──────── AVAILABLE RECORDS

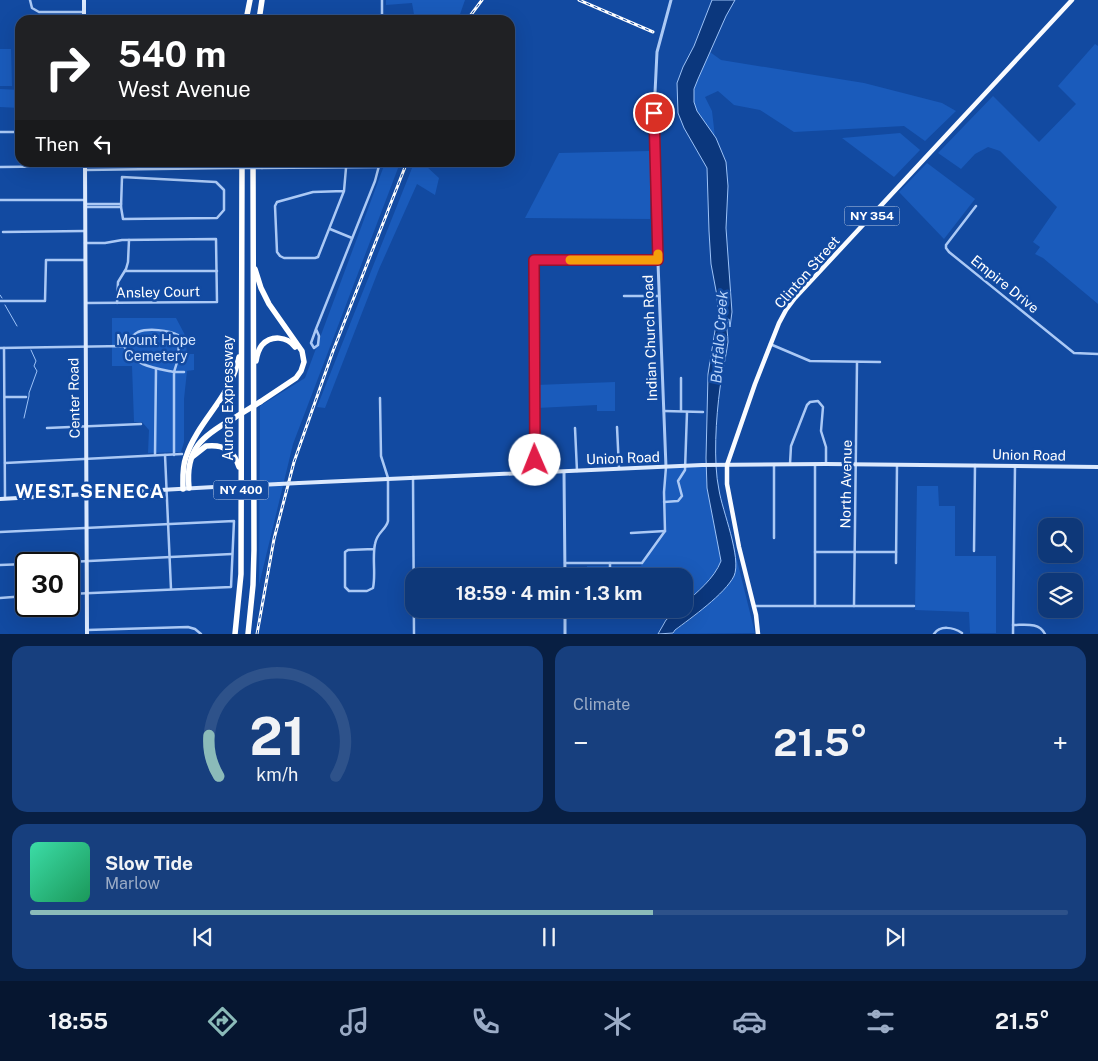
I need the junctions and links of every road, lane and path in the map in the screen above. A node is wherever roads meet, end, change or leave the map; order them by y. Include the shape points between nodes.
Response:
1 (30, 0) edge
2 (84, 0) edge
3 (250, 0) edge
4 (262, 0) edge
5 (382, 0) edge
6 (672, 0) edge
7 (1072, 0) edge
8 (84, 12) joint
9 (247, 15) edge
10 (260, 15) edge
11 (382, 15) edge
12 (0, 132) edge
13 (15, 132) edge
14 (0, 167) edge
15 (15, 167) edge
16 (85, 167) edge
17 (158, 167) edge
18 (242, 167) edge
19 (253, 167) edge
20 (346, 168) junction
21 (379, 168) joint
22 (344, 191) junction
23 (0, 200) edge
24 (85, 204) junction
25 (121, 206) junction
26 (976, 206) dead end
27 (330, 229) junction
28 (85, 231) junction
29 (3, 232) dead end
30 (352, 238) junction
31 (129, 240) junction
32 (85, 244) junction
33 (252, 251) junction
34 (85, 260) junction
35 (658, 260) junction
36 (125, 271) junction
37 (217, 271) junction
38 (624, 296) dead end
39 (659, 296) junction
40 (0, 301) edge
41 (86, 303) junction
42 (118, 303) junction
43 (316, 329) junction
44 (770, 344) junction
45 (124, 346) junction
46 (241, 346) junction
47 (85, 347) junction
48 (0, 348) edge
49 (4, 348) junction
50 (1098, 354) edge
51 (857, 362) junction
52 (880, 362) dead end
53 (156, 369) junction
54 (254, 370) junction
55 (174, 372) junction
56 (184, 372) dead end
57 (681, 378) dead end
58 (26, 396) dead end
59 (4, 397) junction
60 (380, 398) dead end
61 (260, 401) junction
62 (0, 402) edge
63 (5, 402) junction
64 (664, 411) junction
65 (681, 412) junction
66 (687, 412) junction
67 (704, 412) dead end
68 (234, 416) junction
69 (141, 424) dead end
70 (86, 426) junction
71 (617, 427) dead end
72 (47, 428) dead end
73 (575, 428) dead end
74 (191, 446) junction
75 (182, 454) dead end
76 (165, 455) junction
77 (174, 455) junction
78 (156, 456) junction
79 (86, 459) junction
80 (190, 459) junction
81 (5, 463) junction
82 (774, 464) junction
83 (790, 464) junction
84 (815, 464) junction
85 (826, 464) junction
86 (725, 465) junction
87 (856, 465) junction
88 (897, 465) junction
89 (975, 466) junction
90 (1015, 466) junction
91 (666, 467) junction
92 (685, 467) junction
93 (1098, 468) edge
94 (619, 469) junction
95 (577, 471) junction
96 (564, 472) junction
97 (535, 473) junction
98 (241, 475) junction
99 (413, 477) junction
100 (388, 478) junction
101 (186, 488) junction
102 (166, 490) junction
103 (86, 494) junction
104 (5, 498) junction
105 (0, 499) edge
106 (664, 502) junction
107 (168, 524) junction
108 (86, 528) junction
109 (665, 531) junction
110 (0, 532) edge
111 (631, 533) dead end
112 (774, 538) dead end
113 (374, 549) junction
114 (974, 551) dead end
115 (815, 552) junction
116 (855, 552) junction
117 (896, 552) junction
118 (232, 554) junction
119 (169, 557) junction
120 (80, 561) edge
121 (86, 561) junction
122 (565, 563) junction
123 (610, 563) junction
124 (896, 563) dead end
125 (15, 564) edge
126 (0, 565) edge
127 (565, 568) edge
128 (610, 568) edge
129 (171, 589) junction
130 (80, 593) edge
131 (86, 593) junction
132 (15, 597) edge
133 (0, 598) edge
134 (754, 606) junction
135 (815, 606) junction
136 (854, 606) junction
137 (914, 606) dead end
138 (565, 618) edge
139 (1013, 625) junction
140 (87, 632) edge
141 (962, 632) edge
142 (201, 634) edge
143 (235, 634) edge
144 (248, 634) edge
145 (414, 634) edge
146 (565, 634) edge
147 (758, 634) edge
148 (934, 634) edge
149 (1013, 634) edge
150 (1045, 634) edge

1 - 8 street via 32,8 38,12
2 - 8 main road
3 - 9 highway
4 - 10 highway
5 - 11 street
6 - 35 street, Indian Church Road via 656,61 654,138
7 - 44 main road, Clinton Street / NY 354 via 790,303
12 - 13 street
14 - 15 street
16 - 24 main road, Center Road
17 - 20 street, bridge
18 - 46 highway, Aurora Expressway / NY 400
19 - 33 highway, Aurora Expressway / NY 400
20 - 21 street
20 - 22 street
21 - 30 street
22 - 27 street
22 - 27 street via 313,192 277,202 275,206 277,252 284,258 318,257
23 - 24 street
24 - 25 street
24 - 28 main road, Center Road
25 - 25 street via 123,219 218,218 224,210 224,190 216,182 122,177
26 - 50 street, Empire Drive via 946,245 949,252 1074,353
27 - 30 street
28 - 29 street
28 - 32 main road, Center Road
30 - 43 street
31 - 32 street, Ansley Court
31 - 36 street
31 - 37 street, Ansley Court via 216,239
32 - 34 main road, Center Road
33 - 54 highway, Aurora Expressway / NY 400
33 - 61 highway via 261,288 302,351 304,362 296,378
34 - 40 street via 46,260 45,301
34 - 41 main road, Center Road
35 - 39 street, Indian Church Road
35 - 97 street via 534,260
36 - 37 street
36 - 42 street via 118,286
37 - 42 street, Ansley Court via 217,302
38 - 39 street
39 - 64 street, Indian Church Road
41 - 42 street, Ansley Court
41 - 47 main road, Center Road
43 - 43 street via 319,342 314,348 311,343
44 - 51 street via 810,360
44 - 86 main road, Clinton Street / NY 354
45 - 47 street
45 - 53 street via 134,360
45 - 55 street via 138,332 161,331 178,335 179,360
46 - 74 highway via 232,383
46 - 98 highway, Aurora Expressway / NY 400
47 - 49 street
47 - 70 main road, Center Road
48 - 49 street
49 - 59 street
51 - 52 street
51 - 87 street, North Avenue
53 - 55 street
53 - 78 street
54 - 61 highway via 261,346 272,339 292,342 301,356 300,367 294,377
54 - 144 highway, Aurora Expressway / NY 400 via 253,576
55 - 56 street
55 - 77 street
57 - 65 street
58 - 59 street
59 - 63 street
60 - 100 street via 381,456
61 - 68 highway, bridge
62 - 63 street
63 - 81 street
64 - 65 street
64 - 91 street, Indian Church Road
65 - 66 street
66 - 67 street
66 - 92 street
68 - 74 highway via 211,428
68 - 80 highway via 199,442
69 - 70 street
70 - 72 street
70 - 79 main road, Center Road
71 - 94 street
73 - 95 street
74 - 101 highway via 183,468
75 - 77 street
76 - 77 street
76 - 78 street
76 - 102 street
78 - 79 street
79 - 81 street
79 - 103 main road, Center Road
80 - 98 highway via 206,446 220,446 235,456
80 - 101 highway
81 - 104 street
82 - 83 main road, Union Road
82 - 86 main road, Union Road
82 - 112 street
83 - 84 main road, Union Road
83 - 85 street via 790,446 807,405 818,401 823,407 821,431 826,447
84 - 85 main road, Union Road
84 - 115 street
85 - 87 main road, Union Road
86 - 92 main road, Union Road
86 - 134 main road, Clinton Street / NY 354 via 739,547
87 - 88 main road, Union Road
87 - 116 street, North Avenue
88 - 89 main road, Union Road
88 - 117 street
89 - 90 main road, Union Road
89 - 114 street
90 - 93 main road, Union Road
90 - 139 street
91 - 92 main road, Union Road
91 - 94 main road, Union Road
91 - 106 street
92 - 106 street via 678,481 682,496 678,501
94 - 95 main road, Union Road
95 - 96 main road, Union Road
96 - 97 main road, Union Road
96 - 122 street
97 - 99 main road, Union Road
98 - 143 highway, Aurora Expressway / NY 400 via 241,574
99 - 100 main road, Union Road
99 - 145 street
100 - 101 main road, Union Road, bridge
100 - 113 street via 388,521 377,535
101 - 102 main road, Union Road
102 - 103 main road, Union Road
102 - 107 street
103 - 104 main road, Union Road
103 - 108 main road, Center Road
104 - 105 main road, Union Road
106 - 109 street
107 - 108 street
107 - 118 street via 234,521
107 - 119 street
108 - 110 street
108 - 121 main road, Center Road
109 - 111 street
109 - 123 street via 642,562
113 - 113 street via 373,588 346,590 345,552
115 - 116 street
115 - 135 street
116 - 117 street
116 - 136 street, North Avenue
117 - 124 street
118 - 119 street
118 - 129 street via 231,587
119 - 121 street
119 - 129 street
120 - 121 street
121 - 131 main road, Center Road
122 - 123 street
122 - 127 street
123 - 128 street
125 - 126 street
129 - 131 street
130 - 131 street
131 - 140 main road, Center Road
132 - 133 street
134 - 135 street
134 - 147 main road, Clinton Street / NY 354
135 - 136 street
136 - 137 street
138 - 146 street
139 - 149 street
139 - 150 street via 1037,626
140 - 142 street via 188,627
141 - 148 street via 942,628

────────────────

▸ **EXERCISE**:
Filter the entries above down to the lines that contain the word "North".

▸ **RESPONSE TO THE TASK**:
51 - 87 street, North Avenue
87 - 116 street, North Avenue
116 - 136 street, North Avenue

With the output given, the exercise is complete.